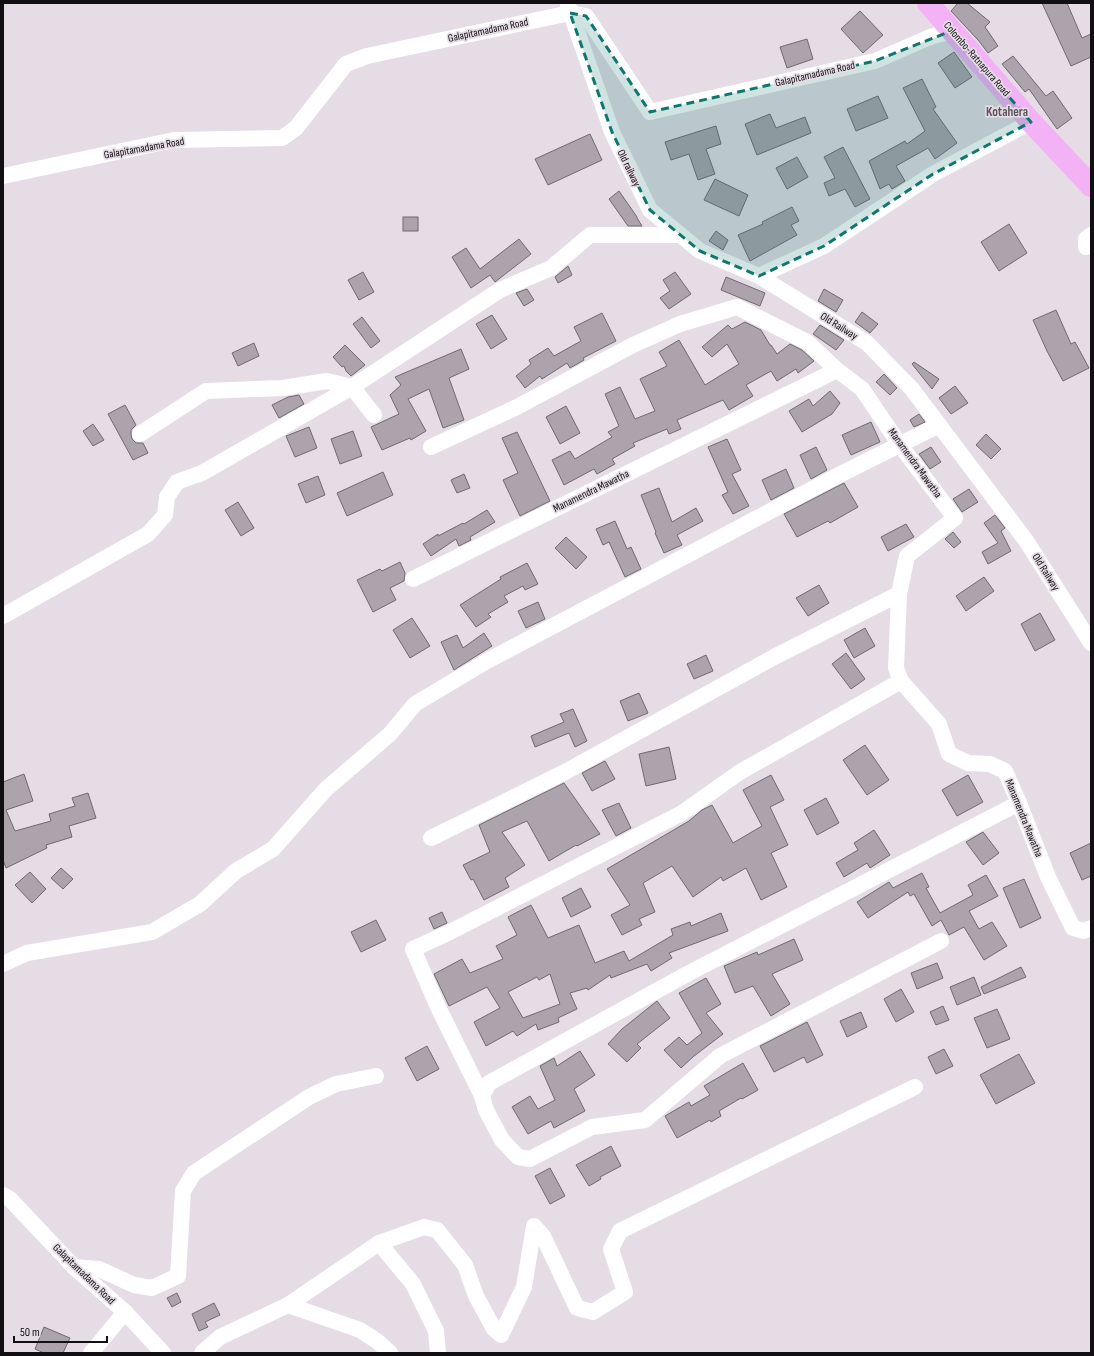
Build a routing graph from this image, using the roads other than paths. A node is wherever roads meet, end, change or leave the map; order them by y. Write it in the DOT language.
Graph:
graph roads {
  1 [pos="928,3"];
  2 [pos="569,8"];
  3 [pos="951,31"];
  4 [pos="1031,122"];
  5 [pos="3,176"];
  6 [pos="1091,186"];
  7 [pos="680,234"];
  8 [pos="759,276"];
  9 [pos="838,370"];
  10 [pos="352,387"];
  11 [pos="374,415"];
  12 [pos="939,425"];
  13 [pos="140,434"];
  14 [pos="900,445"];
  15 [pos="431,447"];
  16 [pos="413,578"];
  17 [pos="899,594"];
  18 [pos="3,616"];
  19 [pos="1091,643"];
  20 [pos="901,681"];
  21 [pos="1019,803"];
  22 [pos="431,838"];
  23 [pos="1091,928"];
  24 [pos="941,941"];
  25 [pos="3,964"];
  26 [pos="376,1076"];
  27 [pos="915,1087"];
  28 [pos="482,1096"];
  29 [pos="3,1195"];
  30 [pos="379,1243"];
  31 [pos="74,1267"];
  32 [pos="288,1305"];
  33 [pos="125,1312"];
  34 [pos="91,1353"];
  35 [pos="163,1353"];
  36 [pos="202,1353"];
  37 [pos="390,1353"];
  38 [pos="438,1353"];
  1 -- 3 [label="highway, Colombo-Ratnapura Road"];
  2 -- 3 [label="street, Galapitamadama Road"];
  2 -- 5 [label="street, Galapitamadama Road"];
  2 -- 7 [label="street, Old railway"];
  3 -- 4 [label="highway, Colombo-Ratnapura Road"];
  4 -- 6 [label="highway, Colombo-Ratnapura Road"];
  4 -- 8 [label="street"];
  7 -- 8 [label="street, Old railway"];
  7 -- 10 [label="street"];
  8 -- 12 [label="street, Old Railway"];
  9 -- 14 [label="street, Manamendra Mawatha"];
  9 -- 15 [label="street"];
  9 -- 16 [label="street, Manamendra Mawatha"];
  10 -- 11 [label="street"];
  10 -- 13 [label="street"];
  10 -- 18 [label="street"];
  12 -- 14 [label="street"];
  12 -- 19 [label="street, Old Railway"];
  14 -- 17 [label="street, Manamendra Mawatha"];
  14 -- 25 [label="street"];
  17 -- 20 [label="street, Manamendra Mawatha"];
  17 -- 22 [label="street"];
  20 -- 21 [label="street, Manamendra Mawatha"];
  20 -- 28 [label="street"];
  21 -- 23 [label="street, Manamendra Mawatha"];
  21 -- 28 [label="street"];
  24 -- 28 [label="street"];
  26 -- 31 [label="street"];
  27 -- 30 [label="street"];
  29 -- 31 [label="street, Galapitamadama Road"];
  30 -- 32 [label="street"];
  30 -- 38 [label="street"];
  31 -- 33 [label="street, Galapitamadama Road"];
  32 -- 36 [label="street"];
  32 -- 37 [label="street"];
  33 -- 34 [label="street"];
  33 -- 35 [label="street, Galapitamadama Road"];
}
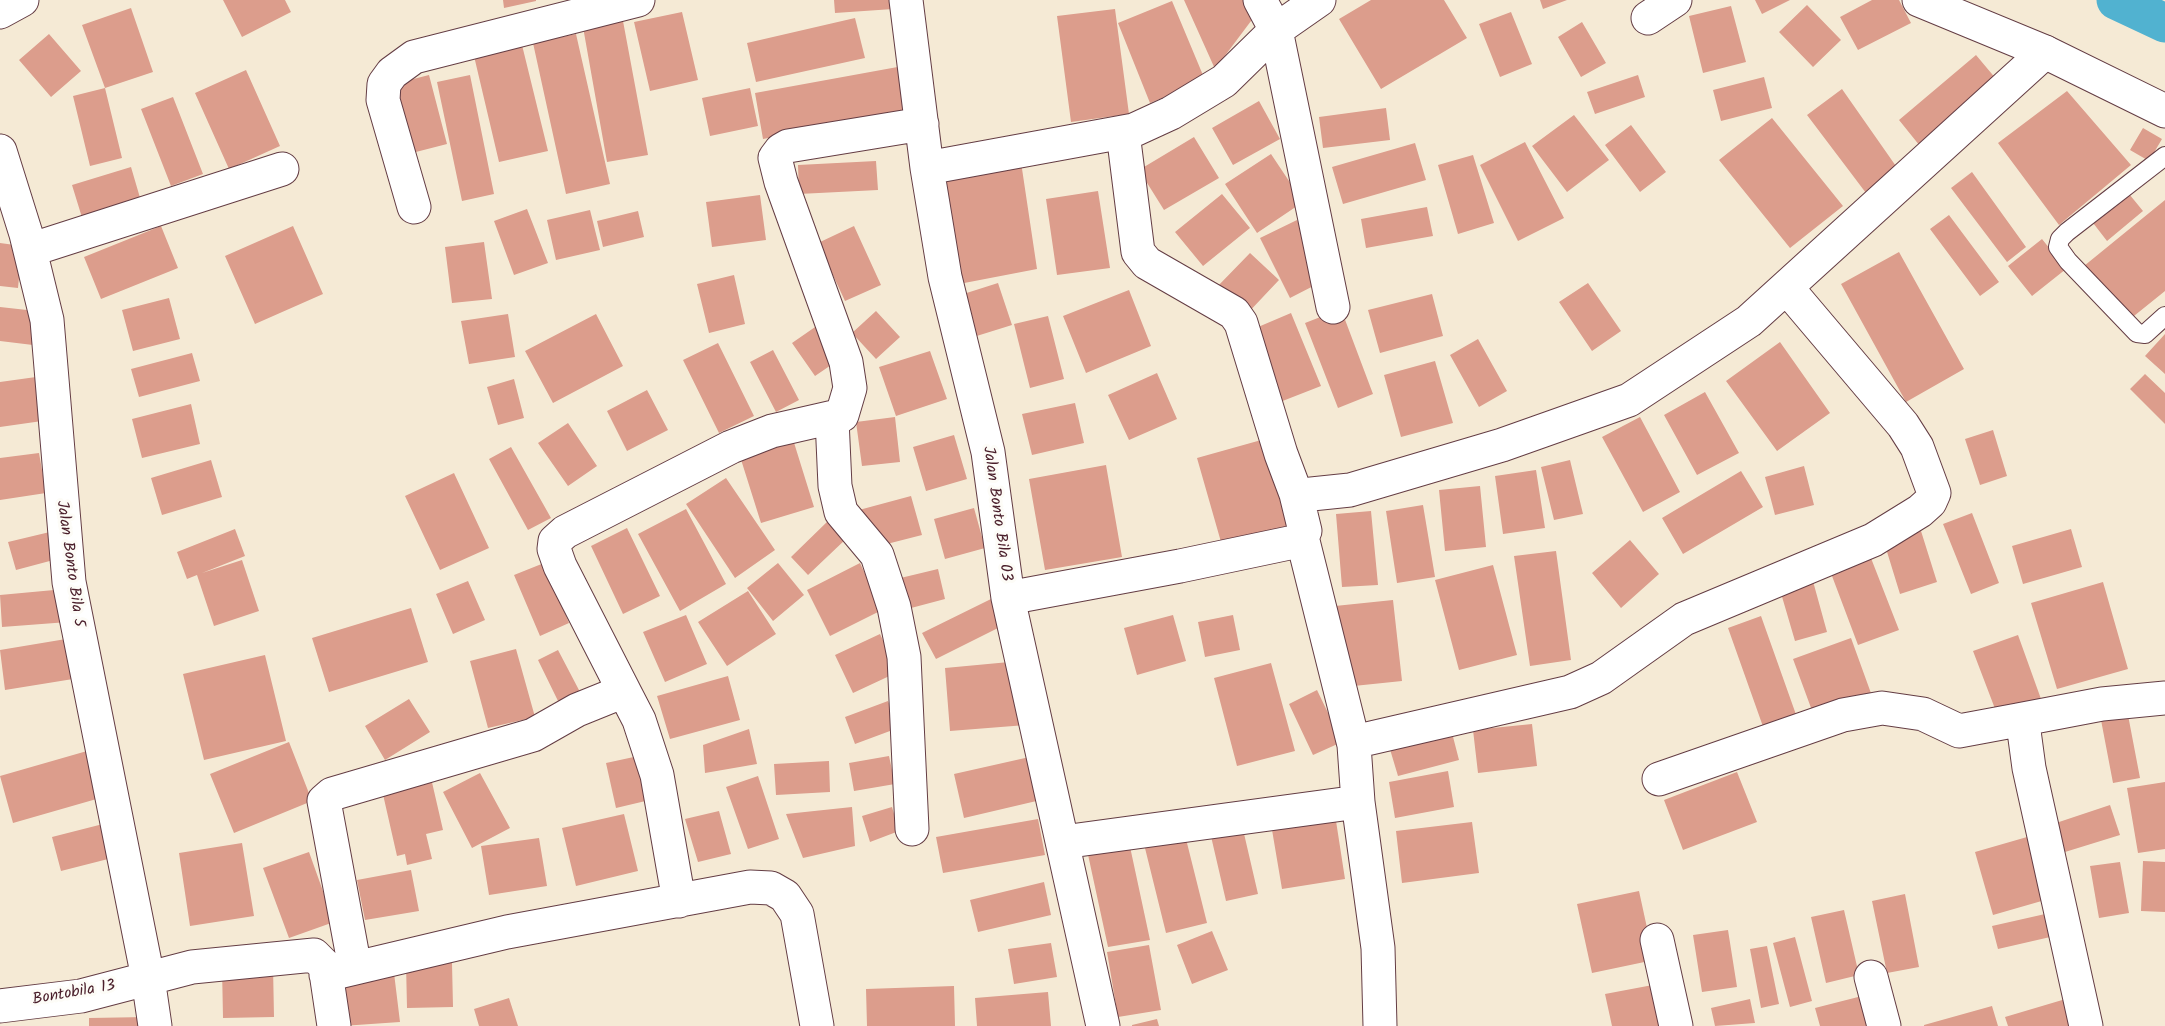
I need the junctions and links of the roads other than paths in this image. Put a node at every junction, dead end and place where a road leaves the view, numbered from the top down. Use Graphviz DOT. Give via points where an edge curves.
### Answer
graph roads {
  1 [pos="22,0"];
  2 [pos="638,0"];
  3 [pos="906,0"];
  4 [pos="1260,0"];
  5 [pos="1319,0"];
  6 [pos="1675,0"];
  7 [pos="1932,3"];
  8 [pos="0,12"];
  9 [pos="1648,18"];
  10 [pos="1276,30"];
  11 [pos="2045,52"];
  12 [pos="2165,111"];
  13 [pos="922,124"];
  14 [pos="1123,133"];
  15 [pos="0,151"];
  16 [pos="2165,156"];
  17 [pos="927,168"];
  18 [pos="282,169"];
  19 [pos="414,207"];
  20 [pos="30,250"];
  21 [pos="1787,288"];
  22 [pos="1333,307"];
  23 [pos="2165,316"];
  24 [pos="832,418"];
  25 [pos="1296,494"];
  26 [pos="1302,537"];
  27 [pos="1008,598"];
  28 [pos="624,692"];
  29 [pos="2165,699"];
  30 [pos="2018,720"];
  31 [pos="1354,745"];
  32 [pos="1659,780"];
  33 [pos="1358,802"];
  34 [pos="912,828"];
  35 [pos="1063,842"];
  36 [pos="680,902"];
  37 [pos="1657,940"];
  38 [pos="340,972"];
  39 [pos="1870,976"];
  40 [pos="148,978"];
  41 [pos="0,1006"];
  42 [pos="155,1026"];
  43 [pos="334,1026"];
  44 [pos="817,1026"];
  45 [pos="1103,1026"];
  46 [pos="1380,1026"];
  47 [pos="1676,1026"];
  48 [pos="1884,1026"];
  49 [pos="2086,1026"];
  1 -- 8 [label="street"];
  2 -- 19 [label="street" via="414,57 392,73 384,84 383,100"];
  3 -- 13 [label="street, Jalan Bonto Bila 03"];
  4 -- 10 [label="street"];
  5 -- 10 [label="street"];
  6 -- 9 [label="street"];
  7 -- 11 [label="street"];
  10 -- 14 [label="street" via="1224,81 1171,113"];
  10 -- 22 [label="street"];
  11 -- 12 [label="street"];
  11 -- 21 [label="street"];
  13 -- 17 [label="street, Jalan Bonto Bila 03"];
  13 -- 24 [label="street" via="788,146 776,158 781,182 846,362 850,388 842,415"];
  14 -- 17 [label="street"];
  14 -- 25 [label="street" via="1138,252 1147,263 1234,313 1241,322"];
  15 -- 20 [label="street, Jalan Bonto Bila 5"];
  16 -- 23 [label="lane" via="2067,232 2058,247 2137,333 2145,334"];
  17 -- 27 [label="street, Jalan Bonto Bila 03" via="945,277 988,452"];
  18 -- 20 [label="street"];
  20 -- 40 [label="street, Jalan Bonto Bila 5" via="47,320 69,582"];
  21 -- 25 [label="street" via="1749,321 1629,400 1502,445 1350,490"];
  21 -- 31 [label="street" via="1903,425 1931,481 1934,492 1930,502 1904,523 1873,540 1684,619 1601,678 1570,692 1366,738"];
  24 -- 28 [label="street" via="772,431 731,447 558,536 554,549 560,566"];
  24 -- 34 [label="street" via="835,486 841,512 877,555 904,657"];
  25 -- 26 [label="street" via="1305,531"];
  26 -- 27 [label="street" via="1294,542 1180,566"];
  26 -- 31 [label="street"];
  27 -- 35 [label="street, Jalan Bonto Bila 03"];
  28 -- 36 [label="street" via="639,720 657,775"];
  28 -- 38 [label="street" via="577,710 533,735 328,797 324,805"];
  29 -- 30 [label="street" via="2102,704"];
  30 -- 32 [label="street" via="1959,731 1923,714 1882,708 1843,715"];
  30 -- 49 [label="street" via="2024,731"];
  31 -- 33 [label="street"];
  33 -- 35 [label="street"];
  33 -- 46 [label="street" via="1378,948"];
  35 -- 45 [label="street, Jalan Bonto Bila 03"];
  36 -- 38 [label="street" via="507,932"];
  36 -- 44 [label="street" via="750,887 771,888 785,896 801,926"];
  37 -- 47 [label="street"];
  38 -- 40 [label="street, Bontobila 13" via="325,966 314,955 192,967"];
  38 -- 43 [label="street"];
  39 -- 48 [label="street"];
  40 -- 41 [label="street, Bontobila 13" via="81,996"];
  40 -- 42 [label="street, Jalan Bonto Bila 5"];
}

Task instructions:
From the first line to the last, retype the material exactly and exclude the pictures.

Written solution:
Build a routing graph from this image, using the roads other than paths. A node is wherever roads meet, end, change or leave the map; order them by y. Write it in the DOT language.
Graph:
graph roads {
  1 [pos="928,3"];
  2 [pos="569,8"];
  3 [pos="951,31"];
  4 [pos="1031,122"];
  5 [pos="3,176"];
  6 [pos="1091,186"];
  7 [pos="680,234"];
  8 [pos="759,276"];
  9 [pos="838,370"];
  10 [pos="352,387"];
  11 [pos="374,415"];
  12 [pos="939,425"];
  13 [pos="140,434"];
  14 [pos="900,445"];
  15 [pos="431,447"];
  16 [pos="413,578"];
  17 [pos="899,594"];
  18 [pos="3,616"];
  19 [pos="1091,643"];
  20 [pos="901,681"];
  21 [pos="1019,803"];
  22 [pos="431,838"];
  23 [pos="1091,928"];
  24 [pos="941,941"];
  25 [pos="3,964"];
  26 [pos="376,1076"];
  27 [pos="915,1087"];
  28 [pos="482,1096"];
  29 [pos="3,1195"];
  30 [pos="379,1243"];
  31 [pos="74,1267"];
  32 [pos="288,1305"];
  33 [pos="125,1312"];
  34 [pos="91,1353"];
  35 [pos="163,1353"];
  36 [pos="202,1353"];
  37 [pos="390,1353"];
  38 [pos="438,1353"];
  1 -- 3 [label="highway, Colombo-Ratnapura Road"];
  2 -- 3 [label="street, Galapitamadama Road"];
  2 -- 5 [label="street, Galapitamadama Road"];
  2 -- 7 [label="street, Old railway"];
  3 -- 4 [label="highway, Colombo-Ratnapura Road"];
  4 -- 6 [label="highway, Colombo-Ratnapura Road"];
  4 -- 8 [label="street"];
  7 -- 8 [label="street, Old railway"];
  7 -- 10 [label="street"];
  8 -- 12 [label="street, Old Railway"];
  9 -- 14 [label="street, Manamendra Mawatha"];
  9 -- 15 [label="street"];
  9 -- 16 [label="street, Manamendra Mawatha"];
  10 -- 11 [label="street"];
  10 -- 13 [label="street"];
  10 -- 18 [label="street"];
  12 -- 14 [label="street"];
  12 -- 19 [label="street, Old Railway"];
  14 -- 17 [label="street, Manamendra Mawatha"];
  14 -- 25 [label="street"];
  17 -- 20 [label="street, Manamendra Mawatha"];
  17 -- 22 [label="street"];
  20 -- 21 [label="street, Manamendra Mawatha"];
  20 -- 28 [label="street"];
  21 -- 23 [label="street, Manamendra Mawatha"];
  21 -- 28 [label="street"];
  24 -- 28 [label="street"];
  26 -- 31 [label="street"];
  27 -- 30 [label="street"];
  29 -- 31 [label="street, Galapitamadama Road"];
  30 -- 32 [label="street"];
  30 -- 38 [label="street"];
  31 -- 33 [label="street, Galapitamadama Road"];
  32 -- 36 [label="street"];
  32 -- 37 [label="street"];
  33 -- 34 [label="street"];
  33 -- 35 [label="street, Galapitamadama Road"];
}
I need the junctions and links of the roads other than paths in this image. Put a node at every junction, dead end and place where a road leaves the view, numbered from the top down. Use Graphviz DOT. Give via points where an edge curves.
### Answer
graph roads {
  1 [pos="22,0"];
  2 [pos="638,0"];
  3 [pos="906,0"];
  4 [pos="1260,0"];
  5 [pos="1319,0"];
  6 [pos="1675,0"];
  7 [pos="1932,3"];
  8 [pos="0,12"];
  9 [pos="1648,18"];
  10 [pos="1276,30"];
  11 [pos="2045,52"];
  12 [pos="2165,111"];
  13 [pos="922,124"];
  14 [pos="1123,133"];
  15 [pos="0,151"];
  16 [pos="2165,156"];
  17 [pos="927,168"];
  18 [pos="282,169"];
  19 [pos="414,207"];
  20 [pos="30,250"];
  21 [pos="1787,288"];
  22 [pos="1333,307"];
  23 [pos="2165,316"];
  24 [pos="832,418"];
  25 [pos="1296,494"];
  26 [pos="1302,537"];
  27 [pos="1008,598"];
  28 [pos="624,692"];
  29 [pos="2165,699"];
  30 [pos="2018,720"];
  31 [pos="1354,745"];
  32 [pos="1659,780"];
  33 [pos="1358,802"];
  34 [pos="912,828"];
  35 [pos="1063,842"];
  36 [pos="680,902"];
  37 [pos="1657,940"];
  38 [pos="340,972"];
  39 [pos="1870,976"];
  40 [pos="148,978"];
  41 [pos="0,1006"];
  42 [pos="155,1026"];
  43 [pos="334,1026"];
  44 [pos="817,1026"];
  45 [pos="1103,1026"];
  46 [pos="1380,1026"];
  47 [pos="1676,1026"];
  48 [pos="1884,1026"];
  49 [pos="2086,1026"];
  1 -- 8 [label="street"];
  2 -- 19 [label="street" via="414,57 392,73 384,84 383,100"];
  3 -- 13 [label="street, Jalan Bonto Bila 03"];
  4 -- 10 [label="street"];
  5 -- 10 [label="street"];
  6 -- 9 [label="street"];
  7 -- 11 [label="street"];
  10 -- 14 [label="street" via="1224,81 1171,113"];
  10 -- 22 [label="street"];
  11 -- 12 [label="street"];
  11 -- 21 [label="street"];
  13 -- 17 [label="street, Jalan Bonto Bila 03"];
  13 -- 24 [label="street" via="788,146 776,158 781,182 846,362 850,388 842,415"];
  14 -- 17 [label="street"];
  14 -- 25 [label="street" via="1138,252 1147,263 1234,313 1241,322"];
  15 -- 20 [label="street, Jalan Bonto Bila 5"];
  16 -- 23 [label="lane" via="2067,232 2058,247 2137,333 2145,334"];
  17 -- 27 [label="street, Jalan Bonto Bila 03" via="945,277 988,452"];
  18 -- 20 [label="street"];
  20 -- 40 [label="street, Jalan Bonto Bila 5" via="47,320 69,582"];
  21 -- 25 [label="street" via="1749,321 1629,400 1502,445 1350,490"];
  21 -- 31 [label="street" via="1903,425 1931,481 1934,492 1930,502 1904,523 1873,540 1684,619 1601,678 1570,692 1366,738"];
  24 -- 28 [label="street" via="772,431 731,447 558,536 554,549 560,566"];
  24 -- 34 [label="street" via="835,486 841,512 877,555 904,657"];
  25 -- 26 [label="street" via="1305,531"];
  26 -- 27 [label="street" via="1294,542 1180,566"];
  26 -- 31 [label="street"];
  27 -- 35 [label="street, Jalan Bonto Bila 03"];
  28 -- 36 [label="street" via="639,720 657,775"];
  28 -- 38 [label="street" via="577,710 533,735 328,797 324,805"];
  29 -- 30 [label="street" via="2102,704"];
  30 -- 32 [label="street" via="1959,731 1923,714 1882,708 1843,715"];
  30 -- 49 [label="street" via="2024,731"];
  31 -- 33 [label="street"];
  33 -- 35 [label="street"];
  33 -- 46 [label="street" via="1378,948"];
  35 -- 45 [label="street, Jalan Bonto Bila 03"];
  36 -- 38 [label="street" via="507,932"];
  36 -- 44 [label="street" via="750,887 771,888 785,896 801,926"];
  37 -- 47 [label="street"];
  38 -- 40 [label="street, Bontobila 13" via="325,966 314,955 192,967"];
  38 -- 43 [label="street"];
  39 -- 48 [label="street"];
  40 -- 41 [label="street, Bontobila 13" via="81,996"];
  40 -- 42 [label="street, Jalan Bonto Bila 5"];
}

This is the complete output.